A solar quote is not just a price list. In India's rooftop solar market, the quote is often the document a customer shows their spouse, their neighbour, and sometimes their accountant before making a decision. It also forms the basis of a supply and installation contract. Miss a section and you either lose the deal or create a legal dispute later.

This guide defines the 12-Section Solar Quote Template, every section a complete solar quote must contain, what to write in each, what causes confusion or legal risk, and sample language you can adapt immediately.

Key takeaway: Customers read three sections before deciding whether to continue: the net cost after subsidy, the monthly saving, and the next-steps instruction.
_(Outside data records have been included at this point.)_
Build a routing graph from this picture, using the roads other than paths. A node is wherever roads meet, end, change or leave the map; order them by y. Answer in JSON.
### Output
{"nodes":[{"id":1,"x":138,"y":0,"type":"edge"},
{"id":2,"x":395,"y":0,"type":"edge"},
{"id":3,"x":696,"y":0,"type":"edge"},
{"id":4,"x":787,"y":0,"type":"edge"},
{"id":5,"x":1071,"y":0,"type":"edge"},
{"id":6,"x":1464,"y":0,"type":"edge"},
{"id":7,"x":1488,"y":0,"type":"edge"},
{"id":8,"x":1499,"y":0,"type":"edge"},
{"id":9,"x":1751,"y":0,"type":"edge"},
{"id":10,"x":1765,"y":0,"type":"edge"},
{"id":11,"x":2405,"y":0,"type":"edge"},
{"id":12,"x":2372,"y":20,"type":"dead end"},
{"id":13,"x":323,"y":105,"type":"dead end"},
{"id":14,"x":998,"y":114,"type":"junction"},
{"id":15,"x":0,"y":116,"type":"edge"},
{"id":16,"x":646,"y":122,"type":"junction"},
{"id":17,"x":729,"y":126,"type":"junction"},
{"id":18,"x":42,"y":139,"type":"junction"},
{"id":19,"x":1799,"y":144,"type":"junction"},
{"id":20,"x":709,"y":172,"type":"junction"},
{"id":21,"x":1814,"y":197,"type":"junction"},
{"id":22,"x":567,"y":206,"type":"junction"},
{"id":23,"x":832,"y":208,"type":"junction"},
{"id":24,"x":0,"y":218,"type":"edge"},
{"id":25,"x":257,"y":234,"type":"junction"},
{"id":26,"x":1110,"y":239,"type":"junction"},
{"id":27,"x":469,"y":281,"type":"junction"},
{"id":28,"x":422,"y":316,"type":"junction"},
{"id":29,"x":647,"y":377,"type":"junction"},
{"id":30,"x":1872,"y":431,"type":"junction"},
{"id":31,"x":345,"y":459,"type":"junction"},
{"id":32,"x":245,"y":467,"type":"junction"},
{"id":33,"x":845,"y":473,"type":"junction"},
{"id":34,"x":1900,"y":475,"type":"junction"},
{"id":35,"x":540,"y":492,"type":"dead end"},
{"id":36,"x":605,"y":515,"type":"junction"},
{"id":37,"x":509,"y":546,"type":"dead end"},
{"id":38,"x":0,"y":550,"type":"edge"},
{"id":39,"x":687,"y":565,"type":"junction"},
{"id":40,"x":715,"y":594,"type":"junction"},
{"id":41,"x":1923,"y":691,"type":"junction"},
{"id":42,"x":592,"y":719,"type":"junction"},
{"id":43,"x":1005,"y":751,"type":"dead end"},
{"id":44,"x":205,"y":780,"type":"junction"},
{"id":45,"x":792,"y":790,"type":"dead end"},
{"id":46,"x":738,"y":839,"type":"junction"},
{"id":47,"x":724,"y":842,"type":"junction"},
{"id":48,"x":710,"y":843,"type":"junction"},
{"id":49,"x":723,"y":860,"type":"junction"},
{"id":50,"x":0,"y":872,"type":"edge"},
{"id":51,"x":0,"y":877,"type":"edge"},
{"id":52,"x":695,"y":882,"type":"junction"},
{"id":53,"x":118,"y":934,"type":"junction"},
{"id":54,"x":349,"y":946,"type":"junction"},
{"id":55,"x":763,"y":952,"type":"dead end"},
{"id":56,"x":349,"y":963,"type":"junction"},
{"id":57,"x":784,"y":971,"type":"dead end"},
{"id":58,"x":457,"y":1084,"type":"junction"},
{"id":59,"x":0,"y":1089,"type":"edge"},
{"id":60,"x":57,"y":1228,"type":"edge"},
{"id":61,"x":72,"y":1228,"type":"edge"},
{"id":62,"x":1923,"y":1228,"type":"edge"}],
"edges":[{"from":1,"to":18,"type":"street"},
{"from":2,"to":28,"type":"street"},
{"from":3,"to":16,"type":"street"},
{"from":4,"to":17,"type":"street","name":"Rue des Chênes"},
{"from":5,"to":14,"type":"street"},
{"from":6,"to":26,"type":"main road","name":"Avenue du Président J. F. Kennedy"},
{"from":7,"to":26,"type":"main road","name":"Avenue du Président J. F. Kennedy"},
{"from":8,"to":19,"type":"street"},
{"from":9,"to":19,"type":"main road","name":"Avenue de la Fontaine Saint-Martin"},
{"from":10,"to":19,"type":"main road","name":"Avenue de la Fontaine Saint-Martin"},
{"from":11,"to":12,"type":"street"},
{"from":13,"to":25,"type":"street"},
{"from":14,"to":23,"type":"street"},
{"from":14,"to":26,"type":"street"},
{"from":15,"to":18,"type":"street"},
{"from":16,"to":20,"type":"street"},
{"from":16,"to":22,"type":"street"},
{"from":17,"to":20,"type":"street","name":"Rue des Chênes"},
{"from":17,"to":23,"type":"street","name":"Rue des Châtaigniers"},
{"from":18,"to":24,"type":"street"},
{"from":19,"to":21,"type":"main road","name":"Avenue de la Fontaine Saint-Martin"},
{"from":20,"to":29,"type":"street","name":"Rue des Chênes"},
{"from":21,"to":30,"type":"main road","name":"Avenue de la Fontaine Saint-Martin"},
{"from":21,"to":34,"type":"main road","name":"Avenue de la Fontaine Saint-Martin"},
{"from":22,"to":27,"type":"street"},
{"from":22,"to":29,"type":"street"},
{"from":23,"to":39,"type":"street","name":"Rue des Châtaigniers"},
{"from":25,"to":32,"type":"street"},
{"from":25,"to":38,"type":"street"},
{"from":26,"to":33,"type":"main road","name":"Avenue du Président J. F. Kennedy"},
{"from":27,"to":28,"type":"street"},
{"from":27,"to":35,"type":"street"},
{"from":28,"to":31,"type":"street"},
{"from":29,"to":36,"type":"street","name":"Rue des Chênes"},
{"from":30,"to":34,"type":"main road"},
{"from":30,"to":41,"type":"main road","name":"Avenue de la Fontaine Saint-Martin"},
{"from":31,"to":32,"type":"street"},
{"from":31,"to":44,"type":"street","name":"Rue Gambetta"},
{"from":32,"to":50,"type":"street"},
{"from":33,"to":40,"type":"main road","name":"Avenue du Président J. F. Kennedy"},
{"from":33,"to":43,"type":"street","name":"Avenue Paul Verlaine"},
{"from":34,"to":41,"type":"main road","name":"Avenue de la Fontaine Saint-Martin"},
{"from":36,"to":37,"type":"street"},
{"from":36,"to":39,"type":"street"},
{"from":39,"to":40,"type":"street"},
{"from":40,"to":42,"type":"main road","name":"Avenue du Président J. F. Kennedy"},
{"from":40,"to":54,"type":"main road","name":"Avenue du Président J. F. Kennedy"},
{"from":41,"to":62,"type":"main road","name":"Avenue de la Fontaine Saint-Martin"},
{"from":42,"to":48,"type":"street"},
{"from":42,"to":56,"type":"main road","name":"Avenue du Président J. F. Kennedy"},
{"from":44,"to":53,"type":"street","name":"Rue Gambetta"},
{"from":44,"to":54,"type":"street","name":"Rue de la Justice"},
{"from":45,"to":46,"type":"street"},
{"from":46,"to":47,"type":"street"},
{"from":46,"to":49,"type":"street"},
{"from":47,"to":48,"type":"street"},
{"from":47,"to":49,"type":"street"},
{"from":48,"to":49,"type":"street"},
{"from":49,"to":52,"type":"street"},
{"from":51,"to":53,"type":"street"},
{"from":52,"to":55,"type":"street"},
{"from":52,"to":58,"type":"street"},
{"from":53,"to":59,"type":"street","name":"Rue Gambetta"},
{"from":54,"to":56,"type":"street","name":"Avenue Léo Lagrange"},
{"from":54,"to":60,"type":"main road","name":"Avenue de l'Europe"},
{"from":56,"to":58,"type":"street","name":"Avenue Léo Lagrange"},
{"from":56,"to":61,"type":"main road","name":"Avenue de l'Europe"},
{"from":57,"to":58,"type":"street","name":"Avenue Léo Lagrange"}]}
Build your quote so these three appear on the first visible screen when the PDF opens on a phone. Everything else provides supporting evidence for the yes they already want to give.

The 12-Section Solar Quote Template

Each section has a job. If you cannot state the job of a section in one sentence, remove the section.

1
Header, Your company identity and the quote's unique reference number
2
Customer Details, Who the quote is for and their site address
3
Site & Load Summary, Average monthly consumption, current bill, roof area, shadow assessment
4
System Specification, Panel brand/model/wattage, inverter brand/type/capacity, mounting structure, BOS components
5
Itemised Pricing, Every line item with quantity, unit cost, and total; GST shown separately
6
Subsidy Details, PM Surya Ghar subsidy slab applicable, calculated amount, net cost to customer
7
Financial Returns, Monthly saving, payback period, 25-year projection, net metering credit estimate
8
Payment Terms, Instalment schedule, payment modes accepted, EMI options if available
9
Scope of Work, Exactly what your company will and will not do; DISCOM net metering application included or not
10
Warranty & Guarantees, Panel performance warranty years, inverter warranty, workmanship warranty, who backs what
11
Company Credentials, MNRE empanelment number, GSTIN, business address, contact details
12
Terms, Validity & CTA, Quote validity period, acceptance method, next step instruction

Section 1, Header: Your Quote Reference Number Matters

The header should include:

  • Your company logo (top left)
  • Quote reference number (e.g., QE-2026-001234), essential for tracking and for the customer to reference in conversations
  • Quote date
  • Quote validity: "Valid for 30 days from date of issue"
  • Your GSTIN and registered business address

The quote reference number is commercially important. When a customer calls and says "I have a question about my quote," the reference number lets your team pull up the exact document instantly. Without it, your team wastes time on "which quote?" conversations.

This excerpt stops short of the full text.